終戦70周年記念で公開された役所広司主演のリメイク版は映画館で見たのですが、オリジナル版はこれが初めてです。僕は太平洋戦争の頃の日本の政治史が結構好きなので、教科書や本で読んだ出来事が、戦争当時の記憶も生々しい当時に、このようにリアルに映像で再現されているのは、結構テンションが上がりますね。空襲が激化した戦争末期、政府の重要会議も皇居の防空壕で開かれていたのですが、あまり写真等の資料は残っておらず、この映画のようにセットで再現されているものでも貴重だと思います。

また、リメイク版と比べても「反省」と「後悔」の色が強い内容になっていると思います。この頃の日本人、少なくともこの映画の製作に挑んだ人々の気持ちがにじみ出た内容になっているのではないでしょうか。

特に印象的なのは、敗北を目前にしながら現実を受け入れられず、大義のために国家を破滅させようとする男たちの愚かさです。内閣と軍部の板ばさみで苦悩する阿南、勝利に固執する畑中の狂気、すべての中心にいる天皇。誰も責任を取ることができないし、取ろうともしません。それなのに重要な決定はどんどん進んでいきます。こんな調子で大日本帝国は世界を相手にして戦い、国内外の人びとの生活を荒らし、たくさんの命を奪ったのかと思うと、唖然としてしまいます。

結局のところ、彼らの行動原理は「精神論」なのです。飢えた国民の命を守ることよりも、戦場で散っていった死者の無念を盾にして、自らの未練を正当化する政治家や軍部の空虚さ。船頭多くして船山に登る。この国の中心がじつは空っぽで、政治家も官僚も軍部も時局に振り回され、国体の護持でしかまとまれないことを、終始顔の映らない天皇が象徴しています。本木雅弘が堂々と顔を出して演技していたリメイク版と対照的な点でもありますが、やはり当時は昭和天皇は当然のことながらご存命だし、ましてや天皇という立場なので、このように背中や影だけを映す演出になったのでしょう。

しかし、僕にはかえってこれが効果的に思えます。憲法上、天皇大日本帝国の頂点に君臨していました(というか国家が天皇のために存在するという前提になっている)が、天皇大権の行使は実質的には内閣や軍部が行なっていました。
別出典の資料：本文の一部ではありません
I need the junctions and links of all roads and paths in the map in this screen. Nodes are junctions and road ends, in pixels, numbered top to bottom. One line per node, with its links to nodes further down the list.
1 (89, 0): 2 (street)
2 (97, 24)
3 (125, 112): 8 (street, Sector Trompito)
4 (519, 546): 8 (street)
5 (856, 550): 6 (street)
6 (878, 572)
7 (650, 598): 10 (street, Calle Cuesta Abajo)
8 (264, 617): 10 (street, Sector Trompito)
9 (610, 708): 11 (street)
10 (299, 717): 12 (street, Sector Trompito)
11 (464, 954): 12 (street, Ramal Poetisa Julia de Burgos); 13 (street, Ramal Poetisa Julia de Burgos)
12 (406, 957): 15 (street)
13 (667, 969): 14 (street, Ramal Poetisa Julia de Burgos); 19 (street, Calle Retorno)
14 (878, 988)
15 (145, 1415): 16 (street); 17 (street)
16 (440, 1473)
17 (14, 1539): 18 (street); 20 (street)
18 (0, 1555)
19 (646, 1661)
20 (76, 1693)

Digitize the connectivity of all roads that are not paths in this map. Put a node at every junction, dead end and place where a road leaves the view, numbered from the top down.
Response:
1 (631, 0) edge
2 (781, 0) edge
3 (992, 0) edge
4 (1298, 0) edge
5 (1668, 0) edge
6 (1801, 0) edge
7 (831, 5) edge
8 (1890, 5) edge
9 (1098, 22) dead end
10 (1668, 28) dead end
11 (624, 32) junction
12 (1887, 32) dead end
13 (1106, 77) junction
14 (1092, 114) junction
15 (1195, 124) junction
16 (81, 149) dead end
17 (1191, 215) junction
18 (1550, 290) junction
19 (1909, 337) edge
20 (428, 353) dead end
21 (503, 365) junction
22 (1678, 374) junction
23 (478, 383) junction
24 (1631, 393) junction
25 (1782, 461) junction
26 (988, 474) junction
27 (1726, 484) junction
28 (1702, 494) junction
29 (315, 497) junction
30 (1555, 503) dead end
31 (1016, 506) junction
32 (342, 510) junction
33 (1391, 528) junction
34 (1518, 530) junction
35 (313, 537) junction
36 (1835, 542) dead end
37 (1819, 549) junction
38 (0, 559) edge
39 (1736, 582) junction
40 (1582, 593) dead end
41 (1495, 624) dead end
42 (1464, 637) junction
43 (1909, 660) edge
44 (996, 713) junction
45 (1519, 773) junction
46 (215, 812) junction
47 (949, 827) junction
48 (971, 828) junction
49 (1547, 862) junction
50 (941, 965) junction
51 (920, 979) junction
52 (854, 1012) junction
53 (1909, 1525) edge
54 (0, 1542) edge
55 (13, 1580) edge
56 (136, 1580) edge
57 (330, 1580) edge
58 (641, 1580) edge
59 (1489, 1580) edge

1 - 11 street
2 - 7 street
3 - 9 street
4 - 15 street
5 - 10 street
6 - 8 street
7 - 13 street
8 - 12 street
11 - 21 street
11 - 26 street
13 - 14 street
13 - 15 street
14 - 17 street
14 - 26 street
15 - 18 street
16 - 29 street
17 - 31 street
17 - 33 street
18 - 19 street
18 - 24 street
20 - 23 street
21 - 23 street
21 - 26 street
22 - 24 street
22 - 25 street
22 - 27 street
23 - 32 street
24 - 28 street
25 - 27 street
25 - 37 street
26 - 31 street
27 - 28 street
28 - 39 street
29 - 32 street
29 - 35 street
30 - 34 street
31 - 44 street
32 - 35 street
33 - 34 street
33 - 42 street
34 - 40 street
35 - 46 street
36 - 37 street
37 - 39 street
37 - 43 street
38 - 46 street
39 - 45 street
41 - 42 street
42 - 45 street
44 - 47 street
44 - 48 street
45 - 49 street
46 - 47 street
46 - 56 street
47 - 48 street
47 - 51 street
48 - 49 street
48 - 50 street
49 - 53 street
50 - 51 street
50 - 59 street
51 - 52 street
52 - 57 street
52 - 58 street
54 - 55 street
天皇の名の下に、バラバラの権力機構が動き、空中分解したまま戦争に突入した結果が、大日本帝国の悲惨な破滅です。天皇の顔が映らない不気味さこそ、大日本帝国の制度的欠陥と、空虚な大義名分にすがって突き進めてしまったこの戦争の愚かさを象徴しているように思えてならないのです。

今回はあまり映画的な話にならず、どちらかというと僕の歴史観を映画に当てはめたような話になってしまいました。映画全体の話でいうと、少々テンポは悪かったかなあと思います。黒沢年男演じる畑中の狂気や、三船敏郎演じる阿南大臣の板挟みの苦悩など、俳優陣の演技も光っていたと思います。思想はともかくとして、戦争映画として非常にみどころのはある作品だと思いました。傑作です。